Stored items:
━━━━━━━━━━━━━━━━
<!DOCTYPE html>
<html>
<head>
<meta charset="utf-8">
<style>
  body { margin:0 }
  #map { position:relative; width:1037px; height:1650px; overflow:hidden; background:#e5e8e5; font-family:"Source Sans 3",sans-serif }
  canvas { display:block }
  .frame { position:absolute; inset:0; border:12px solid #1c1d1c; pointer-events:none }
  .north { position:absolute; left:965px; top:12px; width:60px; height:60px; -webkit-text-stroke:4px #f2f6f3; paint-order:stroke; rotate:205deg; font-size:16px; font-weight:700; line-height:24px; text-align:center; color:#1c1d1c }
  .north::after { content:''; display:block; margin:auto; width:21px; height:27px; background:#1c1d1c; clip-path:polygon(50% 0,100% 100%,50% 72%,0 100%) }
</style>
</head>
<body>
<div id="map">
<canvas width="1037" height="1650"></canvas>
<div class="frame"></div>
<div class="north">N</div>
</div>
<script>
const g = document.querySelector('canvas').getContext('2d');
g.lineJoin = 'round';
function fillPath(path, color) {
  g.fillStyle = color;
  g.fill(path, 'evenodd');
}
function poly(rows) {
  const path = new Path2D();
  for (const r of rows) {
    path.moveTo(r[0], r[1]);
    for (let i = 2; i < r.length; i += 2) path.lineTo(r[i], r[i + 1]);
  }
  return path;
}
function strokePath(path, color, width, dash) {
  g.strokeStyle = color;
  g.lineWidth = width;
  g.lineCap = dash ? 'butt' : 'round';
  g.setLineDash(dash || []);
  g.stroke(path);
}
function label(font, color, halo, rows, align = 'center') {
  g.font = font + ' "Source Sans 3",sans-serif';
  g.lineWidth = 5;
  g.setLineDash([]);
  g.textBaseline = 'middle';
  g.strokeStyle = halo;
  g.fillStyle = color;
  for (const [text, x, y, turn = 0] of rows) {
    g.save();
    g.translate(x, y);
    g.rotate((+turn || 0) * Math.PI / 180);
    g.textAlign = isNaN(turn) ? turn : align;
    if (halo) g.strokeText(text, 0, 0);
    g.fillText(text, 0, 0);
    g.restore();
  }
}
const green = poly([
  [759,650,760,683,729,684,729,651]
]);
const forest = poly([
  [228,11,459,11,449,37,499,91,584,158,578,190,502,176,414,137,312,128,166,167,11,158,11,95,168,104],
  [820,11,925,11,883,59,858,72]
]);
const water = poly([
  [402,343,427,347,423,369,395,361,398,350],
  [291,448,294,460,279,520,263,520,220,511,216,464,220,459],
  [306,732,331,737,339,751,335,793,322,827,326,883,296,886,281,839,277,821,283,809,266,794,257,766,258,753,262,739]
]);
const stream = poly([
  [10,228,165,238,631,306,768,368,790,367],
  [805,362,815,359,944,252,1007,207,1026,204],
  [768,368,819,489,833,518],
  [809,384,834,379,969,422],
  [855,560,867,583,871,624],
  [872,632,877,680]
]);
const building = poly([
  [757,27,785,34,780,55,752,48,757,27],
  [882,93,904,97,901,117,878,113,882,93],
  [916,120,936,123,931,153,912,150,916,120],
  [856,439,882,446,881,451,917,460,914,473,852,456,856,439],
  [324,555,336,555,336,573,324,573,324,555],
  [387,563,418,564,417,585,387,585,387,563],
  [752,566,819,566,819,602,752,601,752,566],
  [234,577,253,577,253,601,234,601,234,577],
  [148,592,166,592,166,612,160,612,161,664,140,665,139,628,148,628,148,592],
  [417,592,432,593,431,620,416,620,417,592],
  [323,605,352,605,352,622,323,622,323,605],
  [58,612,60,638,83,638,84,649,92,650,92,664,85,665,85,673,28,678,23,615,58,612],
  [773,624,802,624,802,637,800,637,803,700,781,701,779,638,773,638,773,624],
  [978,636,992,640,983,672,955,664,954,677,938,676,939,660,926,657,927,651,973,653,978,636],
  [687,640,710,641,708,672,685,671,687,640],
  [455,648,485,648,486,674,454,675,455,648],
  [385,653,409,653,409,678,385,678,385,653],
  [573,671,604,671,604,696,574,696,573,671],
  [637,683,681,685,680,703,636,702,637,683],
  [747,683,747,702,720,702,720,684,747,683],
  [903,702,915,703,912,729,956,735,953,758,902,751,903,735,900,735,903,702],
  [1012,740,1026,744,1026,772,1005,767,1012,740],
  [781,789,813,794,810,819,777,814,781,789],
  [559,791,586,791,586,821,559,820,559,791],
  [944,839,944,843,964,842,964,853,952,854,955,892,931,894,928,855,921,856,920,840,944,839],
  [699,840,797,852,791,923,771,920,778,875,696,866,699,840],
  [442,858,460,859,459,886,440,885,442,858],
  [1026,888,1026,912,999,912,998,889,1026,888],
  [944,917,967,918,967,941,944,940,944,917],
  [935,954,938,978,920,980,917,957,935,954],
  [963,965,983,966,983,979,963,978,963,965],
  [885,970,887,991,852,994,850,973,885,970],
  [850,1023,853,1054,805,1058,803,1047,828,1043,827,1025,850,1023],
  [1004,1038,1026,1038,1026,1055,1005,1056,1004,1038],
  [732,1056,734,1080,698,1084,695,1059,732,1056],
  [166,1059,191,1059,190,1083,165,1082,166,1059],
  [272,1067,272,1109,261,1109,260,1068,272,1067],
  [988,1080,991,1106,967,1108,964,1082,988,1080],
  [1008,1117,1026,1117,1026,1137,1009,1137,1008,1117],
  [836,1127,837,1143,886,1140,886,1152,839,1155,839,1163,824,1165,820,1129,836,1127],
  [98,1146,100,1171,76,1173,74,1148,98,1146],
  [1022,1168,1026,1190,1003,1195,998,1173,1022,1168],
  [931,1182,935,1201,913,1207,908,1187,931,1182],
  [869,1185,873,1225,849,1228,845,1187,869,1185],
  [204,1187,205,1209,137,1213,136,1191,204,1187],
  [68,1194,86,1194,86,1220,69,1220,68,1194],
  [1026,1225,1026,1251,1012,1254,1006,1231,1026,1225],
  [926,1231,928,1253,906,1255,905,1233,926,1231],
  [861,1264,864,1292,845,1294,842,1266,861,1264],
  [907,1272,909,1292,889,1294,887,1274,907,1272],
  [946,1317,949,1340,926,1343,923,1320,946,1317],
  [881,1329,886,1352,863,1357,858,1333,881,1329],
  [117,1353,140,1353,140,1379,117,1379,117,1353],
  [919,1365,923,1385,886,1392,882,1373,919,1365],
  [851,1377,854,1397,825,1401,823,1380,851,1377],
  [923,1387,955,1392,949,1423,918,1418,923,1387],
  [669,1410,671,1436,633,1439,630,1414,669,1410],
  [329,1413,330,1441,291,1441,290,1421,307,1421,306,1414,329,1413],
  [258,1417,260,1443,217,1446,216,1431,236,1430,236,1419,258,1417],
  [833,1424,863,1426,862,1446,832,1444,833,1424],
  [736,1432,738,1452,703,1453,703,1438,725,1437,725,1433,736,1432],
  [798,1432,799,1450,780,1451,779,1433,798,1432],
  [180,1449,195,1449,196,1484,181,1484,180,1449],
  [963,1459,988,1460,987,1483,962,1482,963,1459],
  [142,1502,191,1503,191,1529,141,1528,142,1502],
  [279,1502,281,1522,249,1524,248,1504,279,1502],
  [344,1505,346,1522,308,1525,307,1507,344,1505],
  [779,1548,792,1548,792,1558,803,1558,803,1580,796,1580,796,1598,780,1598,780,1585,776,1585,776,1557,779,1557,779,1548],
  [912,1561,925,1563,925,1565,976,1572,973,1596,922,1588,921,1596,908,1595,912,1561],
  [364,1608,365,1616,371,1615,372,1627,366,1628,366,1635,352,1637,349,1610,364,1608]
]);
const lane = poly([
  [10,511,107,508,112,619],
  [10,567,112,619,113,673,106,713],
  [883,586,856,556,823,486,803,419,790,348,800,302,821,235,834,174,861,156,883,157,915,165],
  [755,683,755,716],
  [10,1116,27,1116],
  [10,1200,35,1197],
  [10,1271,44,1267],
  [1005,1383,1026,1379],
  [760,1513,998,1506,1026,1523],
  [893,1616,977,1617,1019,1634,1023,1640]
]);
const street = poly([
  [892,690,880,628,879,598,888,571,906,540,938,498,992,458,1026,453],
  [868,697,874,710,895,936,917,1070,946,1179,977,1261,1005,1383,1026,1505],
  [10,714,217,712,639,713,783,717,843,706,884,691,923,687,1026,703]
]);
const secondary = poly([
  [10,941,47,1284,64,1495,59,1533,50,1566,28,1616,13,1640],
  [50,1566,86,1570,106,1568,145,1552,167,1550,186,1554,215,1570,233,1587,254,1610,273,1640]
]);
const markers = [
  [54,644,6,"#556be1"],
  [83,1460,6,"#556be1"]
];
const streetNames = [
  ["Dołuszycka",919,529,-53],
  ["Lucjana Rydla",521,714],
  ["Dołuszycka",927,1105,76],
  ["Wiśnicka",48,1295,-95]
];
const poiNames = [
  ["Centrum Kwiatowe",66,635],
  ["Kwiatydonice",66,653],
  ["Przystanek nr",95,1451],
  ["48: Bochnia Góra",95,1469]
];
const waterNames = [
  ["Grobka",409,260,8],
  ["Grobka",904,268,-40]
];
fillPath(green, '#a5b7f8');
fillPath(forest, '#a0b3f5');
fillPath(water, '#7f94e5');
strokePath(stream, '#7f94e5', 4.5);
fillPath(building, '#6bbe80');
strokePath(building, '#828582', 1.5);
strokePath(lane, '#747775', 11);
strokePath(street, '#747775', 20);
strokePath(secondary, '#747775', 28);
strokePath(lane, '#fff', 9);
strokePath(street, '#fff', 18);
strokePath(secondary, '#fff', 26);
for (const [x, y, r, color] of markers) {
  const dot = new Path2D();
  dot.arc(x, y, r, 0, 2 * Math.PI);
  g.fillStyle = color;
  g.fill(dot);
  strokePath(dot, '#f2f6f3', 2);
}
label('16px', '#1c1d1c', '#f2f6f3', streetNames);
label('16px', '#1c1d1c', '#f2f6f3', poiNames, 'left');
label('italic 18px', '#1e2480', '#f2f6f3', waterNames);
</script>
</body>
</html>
━━━━━━━━━━━━━━━━
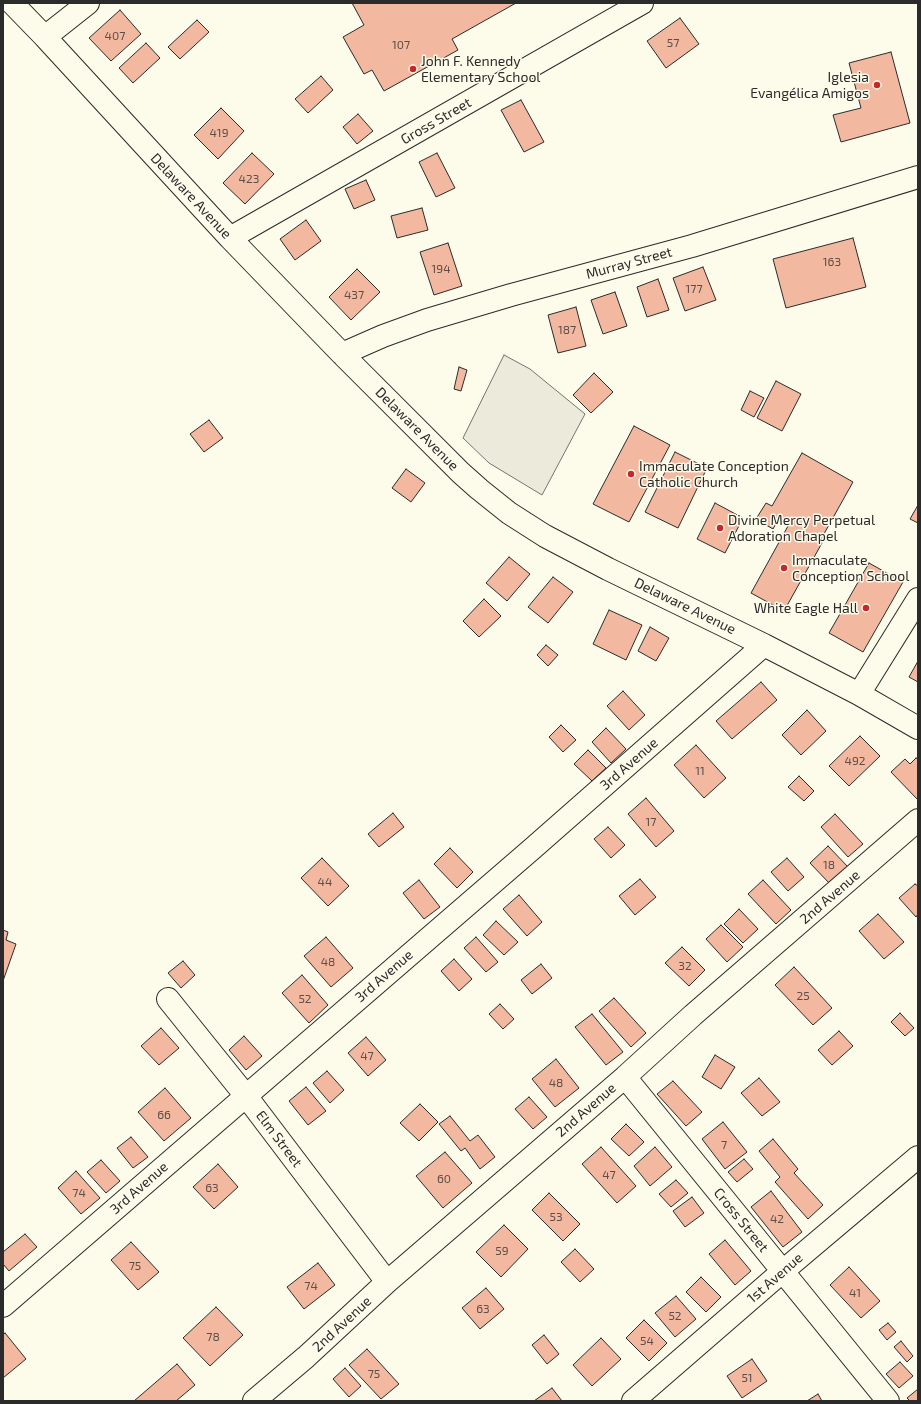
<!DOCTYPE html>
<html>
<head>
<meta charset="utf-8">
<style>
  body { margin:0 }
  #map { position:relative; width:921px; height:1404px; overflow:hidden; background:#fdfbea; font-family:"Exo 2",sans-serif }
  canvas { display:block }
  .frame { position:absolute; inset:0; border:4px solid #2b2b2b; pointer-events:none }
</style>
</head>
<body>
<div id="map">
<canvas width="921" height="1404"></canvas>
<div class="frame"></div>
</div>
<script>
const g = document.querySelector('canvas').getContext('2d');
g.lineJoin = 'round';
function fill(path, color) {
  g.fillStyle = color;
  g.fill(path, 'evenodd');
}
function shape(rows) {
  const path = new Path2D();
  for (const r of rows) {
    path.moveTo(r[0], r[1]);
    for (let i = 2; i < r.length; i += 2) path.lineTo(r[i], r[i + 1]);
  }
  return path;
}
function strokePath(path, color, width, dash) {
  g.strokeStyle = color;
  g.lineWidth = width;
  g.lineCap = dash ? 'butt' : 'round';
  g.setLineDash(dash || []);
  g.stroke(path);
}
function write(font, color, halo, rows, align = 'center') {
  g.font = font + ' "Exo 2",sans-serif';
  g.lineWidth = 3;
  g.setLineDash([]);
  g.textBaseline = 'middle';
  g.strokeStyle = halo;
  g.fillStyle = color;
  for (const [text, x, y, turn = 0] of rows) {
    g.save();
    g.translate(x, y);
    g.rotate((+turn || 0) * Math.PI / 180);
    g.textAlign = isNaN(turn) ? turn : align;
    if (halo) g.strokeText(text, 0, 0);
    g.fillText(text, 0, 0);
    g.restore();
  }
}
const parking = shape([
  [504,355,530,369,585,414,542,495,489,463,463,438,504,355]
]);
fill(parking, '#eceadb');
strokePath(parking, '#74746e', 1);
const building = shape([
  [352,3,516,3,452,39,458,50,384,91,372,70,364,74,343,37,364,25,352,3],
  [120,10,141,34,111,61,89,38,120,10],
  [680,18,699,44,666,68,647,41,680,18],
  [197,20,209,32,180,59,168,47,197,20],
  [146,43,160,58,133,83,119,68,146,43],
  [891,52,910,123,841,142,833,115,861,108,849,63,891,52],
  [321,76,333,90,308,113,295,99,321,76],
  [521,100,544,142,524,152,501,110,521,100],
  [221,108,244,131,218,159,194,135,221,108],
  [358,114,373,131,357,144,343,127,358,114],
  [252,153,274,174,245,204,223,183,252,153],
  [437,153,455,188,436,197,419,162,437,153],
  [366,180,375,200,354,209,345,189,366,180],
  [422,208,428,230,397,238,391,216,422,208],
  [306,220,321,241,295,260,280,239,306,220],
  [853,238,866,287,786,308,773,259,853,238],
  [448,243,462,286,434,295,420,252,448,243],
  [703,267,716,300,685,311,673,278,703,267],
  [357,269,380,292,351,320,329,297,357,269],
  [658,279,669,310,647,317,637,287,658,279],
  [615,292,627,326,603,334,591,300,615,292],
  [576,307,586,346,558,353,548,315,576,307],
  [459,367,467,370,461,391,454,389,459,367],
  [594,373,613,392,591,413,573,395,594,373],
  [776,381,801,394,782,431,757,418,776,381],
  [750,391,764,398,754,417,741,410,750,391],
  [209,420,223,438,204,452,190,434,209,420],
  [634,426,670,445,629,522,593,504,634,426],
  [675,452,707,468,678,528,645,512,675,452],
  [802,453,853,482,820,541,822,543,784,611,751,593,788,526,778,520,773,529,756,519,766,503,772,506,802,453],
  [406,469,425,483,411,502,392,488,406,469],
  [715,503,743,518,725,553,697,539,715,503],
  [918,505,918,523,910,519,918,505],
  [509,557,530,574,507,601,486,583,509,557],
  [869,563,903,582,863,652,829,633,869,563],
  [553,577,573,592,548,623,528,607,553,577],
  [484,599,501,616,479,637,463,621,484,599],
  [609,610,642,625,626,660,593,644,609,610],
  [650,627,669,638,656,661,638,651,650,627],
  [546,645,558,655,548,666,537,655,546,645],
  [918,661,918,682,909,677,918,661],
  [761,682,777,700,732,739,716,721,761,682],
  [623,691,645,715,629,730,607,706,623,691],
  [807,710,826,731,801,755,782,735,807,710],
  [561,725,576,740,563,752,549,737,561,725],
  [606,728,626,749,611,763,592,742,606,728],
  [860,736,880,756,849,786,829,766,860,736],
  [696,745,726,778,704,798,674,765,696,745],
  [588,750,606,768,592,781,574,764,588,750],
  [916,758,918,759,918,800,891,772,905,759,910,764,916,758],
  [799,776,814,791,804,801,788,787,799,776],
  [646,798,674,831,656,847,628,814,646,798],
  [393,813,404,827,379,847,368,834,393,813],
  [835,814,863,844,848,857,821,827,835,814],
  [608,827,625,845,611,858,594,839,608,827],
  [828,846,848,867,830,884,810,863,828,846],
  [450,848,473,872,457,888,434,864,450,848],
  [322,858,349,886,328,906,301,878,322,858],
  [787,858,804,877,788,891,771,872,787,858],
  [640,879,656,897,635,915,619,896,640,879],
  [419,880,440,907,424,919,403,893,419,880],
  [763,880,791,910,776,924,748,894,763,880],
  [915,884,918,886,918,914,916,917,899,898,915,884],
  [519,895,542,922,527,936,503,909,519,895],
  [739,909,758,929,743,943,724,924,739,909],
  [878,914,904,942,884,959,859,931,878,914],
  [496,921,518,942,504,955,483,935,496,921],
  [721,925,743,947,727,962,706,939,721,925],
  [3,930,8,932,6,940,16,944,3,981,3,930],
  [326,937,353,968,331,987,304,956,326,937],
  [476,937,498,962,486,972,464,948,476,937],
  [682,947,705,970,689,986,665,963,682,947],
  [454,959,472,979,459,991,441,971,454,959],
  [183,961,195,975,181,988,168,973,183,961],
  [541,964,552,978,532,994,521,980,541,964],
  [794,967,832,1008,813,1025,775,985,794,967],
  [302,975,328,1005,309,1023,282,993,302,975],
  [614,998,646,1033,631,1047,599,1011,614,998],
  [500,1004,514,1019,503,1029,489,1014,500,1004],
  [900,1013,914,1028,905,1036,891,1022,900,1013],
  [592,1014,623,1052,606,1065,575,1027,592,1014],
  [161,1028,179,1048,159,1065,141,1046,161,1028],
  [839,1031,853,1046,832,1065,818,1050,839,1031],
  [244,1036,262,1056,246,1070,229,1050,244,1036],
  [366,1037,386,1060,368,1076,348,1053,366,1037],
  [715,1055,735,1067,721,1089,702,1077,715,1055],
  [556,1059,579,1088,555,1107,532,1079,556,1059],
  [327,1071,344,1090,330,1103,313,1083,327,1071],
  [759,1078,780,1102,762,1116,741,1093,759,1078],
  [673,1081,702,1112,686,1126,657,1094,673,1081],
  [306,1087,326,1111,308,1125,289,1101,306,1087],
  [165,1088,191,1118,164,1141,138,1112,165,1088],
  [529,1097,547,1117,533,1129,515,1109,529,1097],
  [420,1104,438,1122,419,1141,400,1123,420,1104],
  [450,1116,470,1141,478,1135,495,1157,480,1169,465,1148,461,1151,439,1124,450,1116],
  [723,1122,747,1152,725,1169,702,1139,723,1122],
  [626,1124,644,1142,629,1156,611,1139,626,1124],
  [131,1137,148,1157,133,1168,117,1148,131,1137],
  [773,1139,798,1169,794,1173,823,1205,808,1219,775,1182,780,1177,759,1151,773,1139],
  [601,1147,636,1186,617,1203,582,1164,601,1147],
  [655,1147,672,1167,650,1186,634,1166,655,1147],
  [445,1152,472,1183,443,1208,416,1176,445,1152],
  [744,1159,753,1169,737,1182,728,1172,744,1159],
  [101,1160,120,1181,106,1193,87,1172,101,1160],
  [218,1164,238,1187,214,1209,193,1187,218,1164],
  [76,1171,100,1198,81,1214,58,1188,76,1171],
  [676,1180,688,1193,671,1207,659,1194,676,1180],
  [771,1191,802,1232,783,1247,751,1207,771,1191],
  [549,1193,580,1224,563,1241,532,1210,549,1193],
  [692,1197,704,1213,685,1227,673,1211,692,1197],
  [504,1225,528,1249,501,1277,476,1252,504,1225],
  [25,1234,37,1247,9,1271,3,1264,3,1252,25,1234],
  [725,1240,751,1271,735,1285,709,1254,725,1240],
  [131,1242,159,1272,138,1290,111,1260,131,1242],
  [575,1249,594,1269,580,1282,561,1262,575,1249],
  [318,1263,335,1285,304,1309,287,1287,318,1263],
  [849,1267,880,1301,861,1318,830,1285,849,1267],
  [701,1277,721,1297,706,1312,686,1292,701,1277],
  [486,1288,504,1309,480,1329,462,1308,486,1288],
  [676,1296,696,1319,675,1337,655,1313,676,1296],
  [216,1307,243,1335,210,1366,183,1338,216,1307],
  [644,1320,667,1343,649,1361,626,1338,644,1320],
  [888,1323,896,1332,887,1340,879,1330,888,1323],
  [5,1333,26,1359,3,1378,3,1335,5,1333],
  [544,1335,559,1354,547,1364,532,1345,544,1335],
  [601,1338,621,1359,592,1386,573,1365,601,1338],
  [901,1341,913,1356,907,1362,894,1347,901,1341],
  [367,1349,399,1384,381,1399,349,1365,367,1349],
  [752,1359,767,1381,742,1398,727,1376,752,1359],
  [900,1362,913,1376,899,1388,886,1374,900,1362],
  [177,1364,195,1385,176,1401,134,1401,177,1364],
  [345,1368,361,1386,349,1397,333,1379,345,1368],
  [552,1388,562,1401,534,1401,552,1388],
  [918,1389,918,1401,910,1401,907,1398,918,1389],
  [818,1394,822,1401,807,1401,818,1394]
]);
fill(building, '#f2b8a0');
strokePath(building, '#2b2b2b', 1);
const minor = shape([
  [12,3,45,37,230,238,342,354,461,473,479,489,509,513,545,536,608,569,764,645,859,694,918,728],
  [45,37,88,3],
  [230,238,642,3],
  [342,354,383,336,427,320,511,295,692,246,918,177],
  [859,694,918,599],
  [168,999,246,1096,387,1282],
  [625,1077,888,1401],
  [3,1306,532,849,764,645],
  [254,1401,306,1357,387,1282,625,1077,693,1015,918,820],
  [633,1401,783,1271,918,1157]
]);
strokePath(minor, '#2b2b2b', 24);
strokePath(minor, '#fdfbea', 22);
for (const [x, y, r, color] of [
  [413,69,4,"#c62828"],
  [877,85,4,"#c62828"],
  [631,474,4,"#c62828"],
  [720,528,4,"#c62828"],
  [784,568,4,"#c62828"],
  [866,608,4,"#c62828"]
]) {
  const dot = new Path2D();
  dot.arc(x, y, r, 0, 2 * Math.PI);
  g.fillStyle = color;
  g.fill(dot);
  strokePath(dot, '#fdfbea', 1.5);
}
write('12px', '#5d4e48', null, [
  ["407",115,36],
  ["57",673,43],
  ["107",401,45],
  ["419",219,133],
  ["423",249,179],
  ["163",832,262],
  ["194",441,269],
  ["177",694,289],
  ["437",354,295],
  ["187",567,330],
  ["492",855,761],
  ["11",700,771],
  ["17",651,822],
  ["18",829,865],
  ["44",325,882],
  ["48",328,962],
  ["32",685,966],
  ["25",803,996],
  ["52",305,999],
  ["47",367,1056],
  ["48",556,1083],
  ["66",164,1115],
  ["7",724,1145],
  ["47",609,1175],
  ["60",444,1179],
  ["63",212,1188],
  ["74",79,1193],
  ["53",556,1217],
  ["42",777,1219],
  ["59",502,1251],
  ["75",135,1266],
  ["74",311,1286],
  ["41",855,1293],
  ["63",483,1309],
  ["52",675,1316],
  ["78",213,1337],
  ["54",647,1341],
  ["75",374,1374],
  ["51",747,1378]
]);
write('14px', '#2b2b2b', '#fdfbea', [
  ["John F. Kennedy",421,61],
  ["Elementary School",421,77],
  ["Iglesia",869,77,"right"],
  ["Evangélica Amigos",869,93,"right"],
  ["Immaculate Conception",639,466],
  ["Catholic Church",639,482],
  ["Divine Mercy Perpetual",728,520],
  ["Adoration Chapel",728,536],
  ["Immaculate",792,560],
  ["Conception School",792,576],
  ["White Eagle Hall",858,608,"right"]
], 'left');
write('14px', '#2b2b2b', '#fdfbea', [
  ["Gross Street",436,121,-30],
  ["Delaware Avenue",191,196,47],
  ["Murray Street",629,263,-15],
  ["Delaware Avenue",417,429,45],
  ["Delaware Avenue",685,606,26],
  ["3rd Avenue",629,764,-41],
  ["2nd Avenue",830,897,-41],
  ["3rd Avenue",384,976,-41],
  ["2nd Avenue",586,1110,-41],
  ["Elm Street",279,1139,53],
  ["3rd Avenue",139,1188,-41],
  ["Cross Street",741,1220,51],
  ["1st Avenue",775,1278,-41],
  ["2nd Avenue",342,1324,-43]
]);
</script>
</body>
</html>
━━━━━━━━━━━━━━━━
EXERCISE PROMPT: Gather each line from the entries above that includes the word "lineWidth".

TASK OUTPUT:
  g.lineWidth = width;
  g.lineWidth = 5;
  g.lineWidth = width;
  g.lineWidth = 3;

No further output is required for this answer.